● **EXERCISE**: Your response should consist of every record, exactly as given.

DATASET RECORDS START

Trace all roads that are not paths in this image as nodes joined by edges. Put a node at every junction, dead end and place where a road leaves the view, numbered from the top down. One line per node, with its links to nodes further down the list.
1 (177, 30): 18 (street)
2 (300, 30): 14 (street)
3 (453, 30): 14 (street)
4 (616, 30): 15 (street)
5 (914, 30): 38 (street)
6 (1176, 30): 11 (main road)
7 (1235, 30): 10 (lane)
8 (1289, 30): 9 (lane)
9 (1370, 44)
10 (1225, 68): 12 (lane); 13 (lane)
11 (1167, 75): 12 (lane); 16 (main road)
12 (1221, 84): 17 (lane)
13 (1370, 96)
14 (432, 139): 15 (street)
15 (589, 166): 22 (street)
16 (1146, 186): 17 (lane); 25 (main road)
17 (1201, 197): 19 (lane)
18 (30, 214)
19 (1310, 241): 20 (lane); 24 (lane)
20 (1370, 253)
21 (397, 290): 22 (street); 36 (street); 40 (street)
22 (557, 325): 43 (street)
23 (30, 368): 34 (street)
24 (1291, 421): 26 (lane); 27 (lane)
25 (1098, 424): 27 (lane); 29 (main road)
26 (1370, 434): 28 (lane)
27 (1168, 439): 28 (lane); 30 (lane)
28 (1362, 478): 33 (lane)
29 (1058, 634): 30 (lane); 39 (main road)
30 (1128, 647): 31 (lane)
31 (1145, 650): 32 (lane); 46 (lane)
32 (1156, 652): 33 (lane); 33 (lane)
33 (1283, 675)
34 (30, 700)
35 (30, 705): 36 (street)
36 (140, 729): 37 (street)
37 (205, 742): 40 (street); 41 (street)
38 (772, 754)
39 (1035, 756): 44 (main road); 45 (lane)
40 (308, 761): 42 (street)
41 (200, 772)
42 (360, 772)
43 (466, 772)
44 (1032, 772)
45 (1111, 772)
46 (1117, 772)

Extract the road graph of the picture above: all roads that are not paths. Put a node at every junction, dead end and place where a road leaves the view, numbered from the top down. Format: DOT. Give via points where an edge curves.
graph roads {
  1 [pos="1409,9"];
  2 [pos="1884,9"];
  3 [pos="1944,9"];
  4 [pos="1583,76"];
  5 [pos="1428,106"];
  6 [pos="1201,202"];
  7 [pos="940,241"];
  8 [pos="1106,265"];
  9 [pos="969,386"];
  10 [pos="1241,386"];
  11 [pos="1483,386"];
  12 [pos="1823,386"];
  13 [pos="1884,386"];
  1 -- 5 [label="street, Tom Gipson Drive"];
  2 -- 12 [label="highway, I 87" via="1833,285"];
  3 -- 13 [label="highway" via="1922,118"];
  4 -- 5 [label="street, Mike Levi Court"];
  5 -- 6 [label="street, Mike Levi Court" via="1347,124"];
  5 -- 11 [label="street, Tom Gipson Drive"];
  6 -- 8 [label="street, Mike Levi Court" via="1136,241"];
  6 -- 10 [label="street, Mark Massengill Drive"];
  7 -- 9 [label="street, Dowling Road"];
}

DATASET RECORDS END

● **RESULT FOR THIS TASK**:
Trace all roads that are not paths in this image as nodes joined by edges. Put a node at every junction, dead end and place where a road leaves the view, numbered from the top down. One line per node, with its links to nodes further down the list.
1 (177, 30): 18 (street)
2 (300, 30): 14 (street)
3 (453, 30): 14 (street)
4 (616, 30): 15 (street)
5 (914, 30): 38 (street)
6 (1176, 30): 11 (main road)
7 (1235, 30): 10 (lane)
8 (1289, 30): 9 (lane)
9 (1370, 44)
10 (1225, 68): 12 (lane); 13 (lane)
11 (1167, 75): 12 (lane); 16 (main road)
12 (1221, 84): 17 (lane)
13 (1370, 96)
14 (432, 139): 15 (street)
15 (589, 166): 22 (street)
16 (1146, 186): 17 (lane); 25 (main road)
17 (1201, 197): 19 (lane)
18 (30, 214)
19 (1310, 241): 20 (lane); 24 (lane)
20 (1370, 253)
21 (397, 290): 22 (street); 36 (street); 40 (street)
22 (557, 325): 43 (street)
23 (30, 368): 34 (street)
24 (1291, 421): 26 (lane); 27 (lane)
25 (1098, 424): 27 (lane); 29 (main road)
26 (1370, 434): 28 (lane)
27 (1168, 439): 28 (lane); 30 (lane)
28 (1362, 478): 33 (lane)
29 (1058, 634): 30 (lane); 39 (main road)
30 (1128, 647): 31 (lane)
31 (1145, 650): 32 (lane); 46 (lane)
32 (1156, 652): 33 (lane); 33 (lane)
33 (1283, 675)
34 (30, 700)
35 (30, 705): 36 (street)
36 (140, 729): 37 (street)
37 (205, 742): 40 (street); 41 (street)
38 (772, 754)
39 (1035, 756): 44 (main road); 45 (lane)
40 (308, 761): 42 (street)
41 (200, 772)
42 (360, 772)
43 (466, 772)
44 (1032, 772)
45 (1111, 772)
46 (1117, 772)

Extract the road graph of the picture above: all roads that are not paths. Put a node at every junction, dead end and place where a road leaves the view, numbered from the top down. Format: DOT. Give via points where an edge curves.
graph roads {
  1 [pos="1409,9"];
  2 [pos="1884,9"];
  3 [pos="1944,9"];
  4 [pos="1583,76"];
  5 [pos="1428,106"];
  6 [pos="1201,202"];
  7 [pos="940,241"];
  8 [pos="1106,265"];
  9 [pos="969,386"];
  10 [pos="1241,386"];
  11 [pos="1483,386"];
  12 [pos="1823,386"];
  13 [pos="1884,386"];
  1 -- 5 [label="street, Tom Gipson Drive"];
  2 -- 12 [label="highway, I 87" via="1833,285"];
  3 -- 13 [label="highway" via="1922,118"];
  4 -- 5 [label="street, Mike Levi Court"];
  5 -- 6 [label="street, Mike Levi Court" via="1347,124"];
  5 -- 11 [label="street, Tom Gipson Drive"];
  6 -- 8 [label="street, Mike Levi Court" via="1136,241"];
  6 -- 10 [label="street, Mark Massengill Drive"];
  7 -- 9 [label="street, Dowling Road"];
}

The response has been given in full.